Peter’s denials and the disciples’ desertions are all betrayals of Jesus.

CONTEXT = This portion of the conversation took place after the Lord’s Supper, while they were ON THE WAY to the Mount of Olives (26).

1. Jesus predicted they would desert Him but they would be reunited later. (27-28)

            Jesus grounded His prediction in Scripture. (27)  The Scripture He used was a partial quotation of Zechariah 13:7.  Here is the full quotation: “Awake, O sword, against my shepherd, the man who is my partner,” says the Lord of Heaven’s ARMIES.  “Strike down the shepherd, and the sheep will be scattered, and I will turn against the lambs.”

            In context, the SHEPHERD in Zechariah is God’s PARTNER.  Following God’s plan, he is struck down to scatter the sheep, whom the LORD will purify through their adversity.  The nation of Israel was the original recipient of this prophecy and it was fulfilled in history.  Jesus used it here to encourage His disciples, assuring them that God will bring triumph out of tragedy.

            He warned them it would happen.  Why? To help them understand it was foretold in prophecy so they understand the events of the next few days are fulfilling God’s will.  This does not absolve them of responsibility but does put their actions in context.

            Alongside the warning, Jesus promised His disciples that their betrayal would not be the end of their relationship. (28)  Firstly, because He would be raised from the dead.  Jesus stated it here as a certainty: not “IF I am raised,” but “after I am raised.”

            Secondly, He promised to meet them back in Galilee, their home province. This promise was kept in Matthew 28:16-17.  It should’ve been comforting for them to know they’d meet up again at home, for all of them were Galileans.
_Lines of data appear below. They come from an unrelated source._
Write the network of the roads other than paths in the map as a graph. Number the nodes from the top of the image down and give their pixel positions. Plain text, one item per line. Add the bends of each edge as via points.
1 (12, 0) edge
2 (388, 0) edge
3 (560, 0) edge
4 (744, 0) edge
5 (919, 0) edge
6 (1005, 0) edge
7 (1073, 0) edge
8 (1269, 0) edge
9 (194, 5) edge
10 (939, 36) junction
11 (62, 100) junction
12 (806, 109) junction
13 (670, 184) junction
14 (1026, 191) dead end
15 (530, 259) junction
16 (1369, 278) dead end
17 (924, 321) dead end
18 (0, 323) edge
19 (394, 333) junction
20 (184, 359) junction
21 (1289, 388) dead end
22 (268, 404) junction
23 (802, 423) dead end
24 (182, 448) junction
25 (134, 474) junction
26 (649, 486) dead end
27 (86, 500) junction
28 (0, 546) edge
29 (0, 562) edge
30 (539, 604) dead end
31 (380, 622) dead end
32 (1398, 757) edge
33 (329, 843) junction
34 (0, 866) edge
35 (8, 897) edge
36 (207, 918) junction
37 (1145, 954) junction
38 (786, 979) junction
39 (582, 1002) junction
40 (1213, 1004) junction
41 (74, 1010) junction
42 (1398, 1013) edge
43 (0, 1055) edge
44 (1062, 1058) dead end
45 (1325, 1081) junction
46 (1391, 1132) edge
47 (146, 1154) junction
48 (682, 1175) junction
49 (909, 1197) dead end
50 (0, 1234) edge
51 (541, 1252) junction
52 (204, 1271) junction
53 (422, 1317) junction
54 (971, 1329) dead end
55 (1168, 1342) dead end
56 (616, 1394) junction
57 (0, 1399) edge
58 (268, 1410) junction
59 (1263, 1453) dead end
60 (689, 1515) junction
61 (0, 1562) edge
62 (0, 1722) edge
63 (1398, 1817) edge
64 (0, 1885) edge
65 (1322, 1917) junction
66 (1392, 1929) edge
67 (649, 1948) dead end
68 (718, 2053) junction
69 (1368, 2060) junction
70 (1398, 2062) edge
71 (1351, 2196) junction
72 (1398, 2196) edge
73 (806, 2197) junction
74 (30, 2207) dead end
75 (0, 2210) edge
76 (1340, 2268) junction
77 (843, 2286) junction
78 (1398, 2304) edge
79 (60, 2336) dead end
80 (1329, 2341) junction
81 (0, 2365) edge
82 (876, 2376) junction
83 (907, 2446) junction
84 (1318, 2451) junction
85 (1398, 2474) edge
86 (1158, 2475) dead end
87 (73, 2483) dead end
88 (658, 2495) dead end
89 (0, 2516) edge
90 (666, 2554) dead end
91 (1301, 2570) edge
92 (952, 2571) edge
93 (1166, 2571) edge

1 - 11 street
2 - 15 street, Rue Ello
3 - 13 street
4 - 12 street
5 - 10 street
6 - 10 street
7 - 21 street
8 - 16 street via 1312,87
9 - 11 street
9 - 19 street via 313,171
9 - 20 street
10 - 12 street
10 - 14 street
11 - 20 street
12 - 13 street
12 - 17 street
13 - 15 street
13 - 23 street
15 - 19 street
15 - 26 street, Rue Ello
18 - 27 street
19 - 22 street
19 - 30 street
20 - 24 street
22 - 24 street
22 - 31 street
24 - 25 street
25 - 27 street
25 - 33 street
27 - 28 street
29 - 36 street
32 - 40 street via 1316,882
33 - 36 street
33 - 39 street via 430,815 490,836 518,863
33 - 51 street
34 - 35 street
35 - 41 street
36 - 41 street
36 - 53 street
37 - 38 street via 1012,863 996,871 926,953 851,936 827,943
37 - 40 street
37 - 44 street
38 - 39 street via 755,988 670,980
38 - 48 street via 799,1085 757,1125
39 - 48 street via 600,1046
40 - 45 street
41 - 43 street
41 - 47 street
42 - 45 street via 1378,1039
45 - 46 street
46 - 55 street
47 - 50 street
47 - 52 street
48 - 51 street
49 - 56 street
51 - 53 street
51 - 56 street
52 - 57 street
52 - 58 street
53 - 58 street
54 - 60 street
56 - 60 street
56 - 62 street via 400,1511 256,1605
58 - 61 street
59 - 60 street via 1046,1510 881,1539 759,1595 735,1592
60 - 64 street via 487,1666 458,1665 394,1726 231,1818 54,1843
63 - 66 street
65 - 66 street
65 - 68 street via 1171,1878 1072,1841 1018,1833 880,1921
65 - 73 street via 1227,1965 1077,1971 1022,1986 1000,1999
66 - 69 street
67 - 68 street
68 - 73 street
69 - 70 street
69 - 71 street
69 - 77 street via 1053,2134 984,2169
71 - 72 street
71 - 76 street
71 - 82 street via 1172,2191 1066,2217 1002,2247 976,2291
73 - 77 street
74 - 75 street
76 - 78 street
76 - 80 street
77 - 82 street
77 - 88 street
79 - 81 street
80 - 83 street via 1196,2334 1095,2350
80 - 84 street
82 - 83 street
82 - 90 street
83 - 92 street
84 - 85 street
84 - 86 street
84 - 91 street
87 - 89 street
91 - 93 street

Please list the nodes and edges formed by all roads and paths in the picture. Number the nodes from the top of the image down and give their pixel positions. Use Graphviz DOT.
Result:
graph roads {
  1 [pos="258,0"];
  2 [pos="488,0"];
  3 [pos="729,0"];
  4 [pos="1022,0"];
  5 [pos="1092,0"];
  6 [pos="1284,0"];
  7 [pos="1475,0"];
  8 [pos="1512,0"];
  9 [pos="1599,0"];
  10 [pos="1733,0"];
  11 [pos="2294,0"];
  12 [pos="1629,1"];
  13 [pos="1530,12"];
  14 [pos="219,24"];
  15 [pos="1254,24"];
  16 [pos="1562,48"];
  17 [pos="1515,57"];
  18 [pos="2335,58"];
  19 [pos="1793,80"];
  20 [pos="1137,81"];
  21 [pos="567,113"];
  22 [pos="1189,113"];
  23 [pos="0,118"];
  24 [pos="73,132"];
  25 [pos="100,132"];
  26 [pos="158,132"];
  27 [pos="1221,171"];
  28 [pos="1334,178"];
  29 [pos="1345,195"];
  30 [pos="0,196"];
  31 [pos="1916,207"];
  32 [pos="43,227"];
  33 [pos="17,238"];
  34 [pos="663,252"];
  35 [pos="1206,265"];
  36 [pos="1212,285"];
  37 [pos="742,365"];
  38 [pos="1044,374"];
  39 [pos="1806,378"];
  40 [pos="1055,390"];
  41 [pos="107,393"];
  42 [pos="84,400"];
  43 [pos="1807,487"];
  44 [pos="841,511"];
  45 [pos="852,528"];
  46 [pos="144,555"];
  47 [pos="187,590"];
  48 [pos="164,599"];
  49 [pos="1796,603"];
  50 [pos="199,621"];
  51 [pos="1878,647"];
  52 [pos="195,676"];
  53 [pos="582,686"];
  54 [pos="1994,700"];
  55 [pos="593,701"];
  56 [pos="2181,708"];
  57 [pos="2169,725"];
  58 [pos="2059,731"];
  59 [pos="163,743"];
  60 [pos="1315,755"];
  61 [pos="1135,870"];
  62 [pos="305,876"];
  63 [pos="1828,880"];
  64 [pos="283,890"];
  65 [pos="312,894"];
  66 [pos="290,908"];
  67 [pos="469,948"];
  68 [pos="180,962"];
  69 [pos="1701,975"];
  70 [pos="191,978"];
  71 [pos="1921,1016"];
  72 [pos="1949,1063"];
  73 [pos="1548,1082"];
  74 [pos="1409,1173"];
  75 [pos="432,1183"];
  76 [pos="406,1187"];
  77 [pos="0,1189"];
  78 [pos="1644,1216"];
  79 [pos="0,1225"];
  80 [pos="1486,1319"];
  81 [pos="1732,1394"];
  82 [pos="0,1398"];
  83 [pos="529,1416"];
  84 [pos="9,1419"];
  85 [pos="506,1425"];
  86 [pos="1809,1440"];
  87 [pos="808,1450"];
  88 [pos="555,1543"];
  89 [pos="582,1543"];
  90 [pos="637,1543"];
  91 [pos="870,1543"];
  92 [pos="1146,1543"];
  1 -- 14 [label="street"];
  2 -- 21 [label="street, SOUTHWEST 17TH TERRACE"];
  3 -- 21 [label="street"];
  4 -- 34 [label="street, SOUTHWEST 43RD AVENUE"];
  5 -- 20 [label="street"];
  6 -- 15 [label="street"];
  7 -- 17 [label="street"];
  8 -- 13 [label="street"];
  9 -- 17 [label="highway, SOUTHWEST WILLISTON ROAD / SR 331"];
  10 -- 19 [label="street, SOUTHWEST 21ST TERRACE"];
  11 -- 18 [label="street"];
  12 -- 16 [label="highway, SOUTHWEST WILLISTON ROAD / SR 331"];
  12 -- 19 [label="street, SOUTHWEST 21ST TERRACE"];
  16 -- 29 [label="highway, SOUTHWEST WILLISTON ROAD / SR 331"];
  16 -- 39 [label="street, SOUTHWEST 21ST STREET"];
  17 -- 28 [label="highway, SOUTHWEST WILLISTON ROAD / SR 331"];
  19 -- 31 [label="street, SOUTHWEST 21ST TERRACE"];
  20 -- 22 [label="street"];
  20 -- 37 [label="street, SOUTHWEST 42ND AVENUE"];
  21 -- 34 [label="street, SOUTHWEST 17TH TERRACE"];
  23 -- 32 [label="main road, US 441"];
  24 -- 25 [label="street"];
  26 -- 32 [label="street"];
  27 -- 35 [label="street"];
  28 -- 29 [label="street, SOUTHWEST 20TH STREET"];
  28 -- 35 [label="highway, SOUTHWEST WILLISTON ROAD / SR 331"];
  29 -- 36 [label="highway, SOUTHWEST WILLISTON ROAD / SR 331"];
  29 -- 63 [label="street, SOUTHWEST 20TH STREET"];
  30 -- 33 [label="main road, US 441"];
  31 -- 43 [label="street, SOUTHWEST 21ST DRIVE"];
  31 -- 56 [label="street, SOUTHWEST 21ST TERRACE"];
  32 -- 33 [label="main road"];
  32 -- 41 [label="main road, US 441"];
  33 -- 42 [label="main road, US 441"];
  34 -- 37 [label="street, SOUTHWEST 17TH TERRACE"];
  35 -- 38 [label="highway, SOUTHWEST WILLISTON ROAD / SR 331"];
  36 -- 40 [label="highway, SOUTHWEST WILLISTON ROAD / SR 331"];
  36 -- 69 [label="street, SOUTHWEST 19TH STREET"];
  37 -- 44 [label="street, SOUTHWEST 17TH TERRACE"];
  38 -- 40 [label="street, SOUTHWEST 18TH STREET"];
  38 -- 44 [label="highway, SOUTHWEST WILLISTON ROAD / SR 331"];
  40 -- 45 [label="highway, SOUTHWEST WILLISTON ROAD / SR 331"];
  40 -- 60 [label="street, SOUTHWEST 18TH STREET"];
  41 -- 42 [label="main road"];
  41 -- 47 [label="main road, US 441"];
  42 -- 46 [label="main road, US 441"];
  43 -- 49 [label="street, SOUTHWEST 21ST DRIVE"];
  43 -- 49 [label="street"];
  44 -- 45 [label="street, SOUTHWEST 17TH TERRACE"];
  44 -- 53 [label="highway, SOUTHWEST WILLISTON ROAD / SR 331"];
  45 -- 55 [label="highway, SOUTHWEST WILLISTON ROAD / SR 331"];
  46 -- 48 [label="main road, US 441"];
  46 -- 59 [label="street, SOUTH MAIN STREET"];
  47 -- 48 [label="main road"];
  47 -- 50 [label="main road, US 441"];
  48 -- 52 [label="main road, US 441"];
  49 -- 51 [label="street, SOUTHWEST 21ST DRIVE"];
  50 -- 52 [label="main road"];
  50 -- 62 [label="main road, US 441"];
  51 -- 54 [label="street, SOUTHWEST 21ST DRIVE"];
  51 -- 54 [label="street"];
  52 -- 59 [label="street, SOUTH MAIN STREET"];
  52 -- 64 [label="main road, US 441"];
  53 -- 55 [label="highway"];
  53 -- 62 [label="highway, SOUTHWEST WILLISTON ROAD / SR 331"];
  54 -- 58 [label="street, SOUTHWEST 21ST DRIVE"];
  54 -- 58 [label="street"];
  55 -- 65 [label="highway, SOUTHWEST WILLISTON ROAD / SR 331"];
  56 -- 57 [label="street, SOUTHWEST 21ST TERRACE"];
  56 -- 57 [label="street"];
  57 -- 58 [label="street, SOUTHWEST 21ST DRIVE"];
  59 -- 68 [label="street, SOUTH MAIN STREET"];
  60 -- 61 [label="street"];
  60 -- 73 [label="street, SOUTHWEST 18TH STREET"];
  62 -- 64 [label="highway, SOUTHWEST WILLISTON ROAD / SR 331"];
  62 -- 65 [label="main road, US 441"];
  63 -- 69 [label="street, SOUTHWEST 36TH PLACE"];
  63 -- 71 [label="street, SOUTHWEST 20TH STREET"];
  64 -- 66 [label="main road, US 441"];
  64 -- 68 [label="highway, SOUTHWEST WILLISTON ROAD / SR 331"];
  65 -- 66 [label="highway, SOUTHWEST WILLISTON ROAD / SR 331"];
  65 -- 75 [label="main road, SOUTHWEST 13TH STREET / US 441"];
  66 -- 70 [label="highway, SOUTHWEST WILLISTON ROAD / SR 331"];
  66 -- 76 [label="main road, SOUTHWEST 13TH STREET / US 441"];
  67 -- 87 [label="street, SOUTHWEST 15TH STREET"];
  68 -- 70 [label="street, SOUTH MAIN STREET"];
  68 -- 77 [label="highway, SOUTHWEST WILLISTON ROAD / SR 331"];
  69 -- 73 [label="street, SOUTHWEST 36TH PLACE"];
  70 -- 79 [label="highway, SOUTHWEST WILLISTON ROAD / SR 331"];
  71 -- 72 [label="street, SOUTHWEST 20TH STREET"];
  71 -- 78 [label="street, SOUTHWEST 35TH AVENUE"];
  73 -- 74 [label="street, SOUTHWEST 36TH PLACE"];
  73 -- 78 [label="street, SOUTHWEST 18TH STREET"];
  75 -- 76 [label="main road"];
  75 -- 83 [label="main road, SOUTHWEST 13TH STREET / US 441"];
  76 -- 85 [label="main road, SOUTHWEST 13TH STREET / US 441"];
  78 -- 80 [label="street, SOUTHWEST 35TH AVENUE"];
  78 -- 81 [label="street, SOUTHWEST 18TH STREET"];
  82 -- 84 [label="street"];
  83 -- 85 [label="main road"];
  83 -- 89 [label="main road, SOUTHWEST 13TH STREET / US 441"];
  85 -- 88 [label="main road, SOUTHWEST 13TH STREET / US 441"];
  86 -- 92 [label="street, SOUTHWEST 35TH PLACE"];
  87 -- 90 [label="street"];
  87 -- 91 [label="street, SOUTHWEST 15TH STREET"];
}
            Jesus stated this so calmly, it seems like they’re all just checking their calendars.  Given the disciples’ replies, they must’ve stopped listening after Jesus said, “All of you will desert me.”  They made no reply to His promise to meet them in Galilee.

2. Jesus predicted Peter’s denials. (29-31)

            Peter’s first retort: “Even if everyone else deserts you, I’ll never desert you!” (28)  I’m a little surprised at how quickly Peter is willing to cast a shadow of doubt on the rest and a spotlight on himself.  No doubt this is pure emotion, a gut reaction to Jesus’ prediction of desertion.  Peter has engaged his mouth before his brain.

            We believe Peter gave John Mark the testimony that is recorded in this gospel.  Mark’s gospel is the most unflattering portrait of Peter, which shows he learned humility later in life.  This statement is one of a half dozen intemperate/mistaken statements in Mark’s gospel.  This is a proof of the historic reliability of the Bible; if you were making something up, you would not portray one of your leaders in this honest but unflattering way.

            Jesus’ reply to Peter was to make another prediction: Before the rooster crowed tomorrow, Peter would three times deny ever knowing Him. (29)  Typically, roosters started crowing at 3 am, what Jews of the time referred to as the “third watch” of the night.  Only Mark mentions how many times the rooster crowed: TWICE.  The prediction came true in Mark 14:66-72.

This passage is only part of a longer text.